Sumber ini juga menegaskan bahwa berdasarkan hasil investigasi dan analisis rekaman yang beredar, tidak ditemukan suara langsung dari Wali Kota maupun Sekda. “Yang ada hanya klaim sepihak dan bawa-bawa nama. Ini cara-cara kotor untuk menjatuhkan lawan politik,” ujarnya.

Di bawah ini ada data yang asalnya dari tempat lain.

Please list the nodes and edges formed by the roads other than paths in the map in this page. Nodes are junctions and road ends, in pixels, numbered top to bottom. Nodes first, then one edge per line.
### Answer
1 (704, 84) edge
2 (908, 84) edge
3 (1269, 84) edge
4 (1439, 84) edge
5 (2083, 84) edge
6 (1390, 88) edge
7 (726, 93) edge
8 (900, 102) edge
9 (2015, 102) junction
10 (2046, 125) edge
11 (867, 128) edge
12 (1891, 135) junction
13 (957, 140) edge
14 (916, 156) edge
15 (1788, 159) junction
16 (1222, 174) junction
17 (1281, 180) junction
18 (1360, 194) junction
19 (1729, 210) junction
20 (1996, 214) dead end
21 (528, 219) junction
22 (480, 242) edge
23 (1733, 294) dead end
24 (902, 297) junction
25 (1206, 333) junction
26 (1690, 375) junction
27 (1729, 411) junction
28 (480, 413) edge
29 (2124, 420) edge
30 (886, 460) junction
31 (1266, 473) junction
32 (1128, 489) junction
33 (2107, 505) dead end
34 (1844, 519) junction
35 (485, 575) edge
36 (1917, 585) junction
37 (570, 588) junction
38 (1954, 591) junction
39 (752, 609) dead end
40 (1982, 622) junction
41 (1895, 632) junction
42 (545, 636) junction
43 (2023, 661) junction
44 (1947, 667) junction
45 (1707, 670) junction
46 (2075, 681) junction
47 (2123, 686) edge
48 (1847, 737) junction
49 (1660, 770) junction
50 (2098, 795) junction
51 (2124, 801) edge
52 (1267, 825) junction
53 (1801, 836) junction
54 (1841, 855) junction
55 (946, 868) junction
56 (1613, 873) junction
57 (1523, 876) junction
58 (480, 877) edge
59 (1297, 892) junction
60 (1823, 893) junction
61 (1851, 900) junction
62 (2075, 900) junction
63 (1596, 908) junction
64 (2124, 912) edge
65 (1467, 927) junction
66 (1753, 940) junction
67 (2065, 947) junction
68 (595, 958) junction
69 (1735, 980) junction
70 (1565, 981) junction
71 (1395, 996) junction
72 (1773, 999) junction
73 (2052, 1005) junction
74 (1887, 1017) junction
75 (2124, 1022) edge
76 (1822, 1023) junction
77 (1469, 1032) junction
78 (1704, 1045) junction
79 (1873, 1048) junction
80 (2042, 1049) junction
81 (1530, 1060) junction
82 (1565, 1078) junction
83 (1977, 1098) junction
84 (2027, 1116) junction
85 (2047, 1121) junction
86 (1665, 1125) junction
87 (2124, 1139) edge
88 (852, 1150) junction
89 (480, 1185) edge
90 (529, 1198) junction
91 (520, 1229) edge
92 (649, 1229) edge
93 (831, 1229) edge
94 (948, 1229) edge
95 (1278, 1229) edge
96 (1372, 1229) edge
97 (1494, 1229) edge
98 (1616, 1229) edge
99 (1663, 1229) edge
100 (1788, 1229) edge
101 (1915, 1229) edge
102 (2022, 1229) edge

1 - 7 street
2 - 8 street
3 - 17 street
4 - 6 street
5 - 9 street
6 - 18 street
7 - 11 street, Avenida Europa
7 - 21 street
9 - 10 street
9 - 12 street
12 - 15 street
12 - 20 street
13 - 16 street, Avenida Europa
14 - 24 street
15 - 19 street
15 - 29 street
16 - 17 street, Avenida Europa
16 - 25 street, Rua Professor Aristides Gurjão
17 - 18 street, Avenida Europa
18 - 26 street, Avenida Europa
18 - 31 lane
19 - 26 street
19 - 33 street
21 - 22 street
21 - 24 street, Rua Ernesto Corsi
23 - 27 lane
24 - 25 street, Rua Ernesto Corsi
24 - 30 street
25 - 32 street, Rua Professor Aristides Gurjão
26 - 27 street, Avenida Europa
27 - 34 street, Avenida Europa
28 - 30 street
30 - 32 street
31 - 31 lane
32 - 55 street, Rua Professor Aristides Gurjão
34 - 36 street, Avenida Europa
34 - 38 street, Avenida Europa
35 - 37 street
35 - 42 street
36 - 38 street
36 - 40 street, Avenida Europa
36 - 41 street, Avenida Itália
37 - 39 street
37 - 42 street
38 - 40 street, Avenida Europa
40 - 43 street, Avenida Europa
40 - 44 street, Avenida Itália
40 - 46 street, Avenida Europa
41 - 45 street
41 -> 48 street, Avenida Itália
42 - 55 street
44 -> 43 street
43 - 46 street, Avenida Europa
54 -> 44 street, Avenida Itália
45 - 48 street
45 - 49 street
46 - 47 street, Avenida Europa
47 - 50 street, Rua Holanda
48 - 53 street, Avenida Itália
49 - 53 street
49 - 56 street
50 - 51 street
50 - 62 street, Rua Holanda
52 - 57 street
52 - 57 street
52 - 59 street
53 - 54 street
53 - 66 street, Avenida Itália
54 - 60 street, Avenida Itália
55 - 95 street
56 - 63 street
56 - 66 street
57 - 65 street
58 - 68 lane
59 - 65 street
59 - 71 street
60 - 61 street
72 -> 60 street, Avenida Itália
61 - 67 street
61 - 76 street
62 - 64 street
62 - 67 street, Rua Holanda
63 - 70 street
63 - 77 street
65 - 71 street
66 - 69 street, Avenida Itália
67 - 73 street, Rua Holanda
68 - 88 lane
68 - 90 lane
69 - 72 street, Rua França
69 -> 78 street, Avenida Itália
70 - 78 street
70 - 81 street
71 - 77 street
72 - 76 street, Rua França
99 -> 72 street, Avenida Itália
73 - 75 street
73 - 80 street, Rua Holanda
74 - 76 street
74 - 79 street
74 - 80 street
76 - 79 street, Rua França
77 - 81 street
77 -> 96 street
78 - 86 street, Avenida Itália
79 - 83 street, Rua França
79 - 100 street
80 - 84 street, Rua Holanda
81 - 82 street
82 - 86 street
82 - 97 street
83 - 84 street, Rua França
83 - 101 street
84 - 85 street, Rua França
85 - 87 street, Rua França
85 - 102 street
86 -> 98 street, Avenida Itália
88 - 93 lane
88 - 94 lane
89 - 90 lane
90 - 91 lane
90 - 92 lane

JA yang dimintai Komfirmasi belum memberikan tanggapanya.Pesan konfirmasi melalui laman whatsaapnya telah masuk dengan tanda contreng dua di pojok WA namun belum menanggapinya.
“Ass pak, ijin Komfirmasi : isu makelar proyek di kota ternate yang menyeret nama Walikota dan Sekda diduga sebagai konspirasi politik di seleksi direktur dan Dewas Perumda Ake Gaale.
Nama pak JA di isukan berada dibalik dugaan konspirasi ini yg Tujuanya sengaja membenturkan slh satu calon direktur HT (Dewas) dengan walikota dan Sekda.
Terkait isu ini juga ada aroma kepentingan isu Waikota ke Pilgub dan Sekda ke pilwako.Mhn tanggapan”demikian pesan Komfirmasi yang kami layangkan.
Lebih mengkhawatirkan lagi, isu ini diduga tidak berdiri sendiri. Ada indikasi kuat bahwa manuver ini berkaitan erat dengan agenda politik yang lebih besar: Pemilihan Gubernur (Pilgub) dan Pemilihan Wali Kota (Pilwako) Ternate 2030. Wali Kota Ternate disebut-sebut tengah dipersiapkan untuk maju di Pilgub, sementara Sekda menjadi salah satu nama kuat dalam bursa Pilwako.
“Ini bukan hanya soal jabatan Dirut Perumda. Ini soal peta kekuasaan di Pilgub dan Pilwako. Ada pihak-pihak yang ingin mengacaukan konstelasi politik dengan memainkan isu murahan,” tegas sumber tersebut.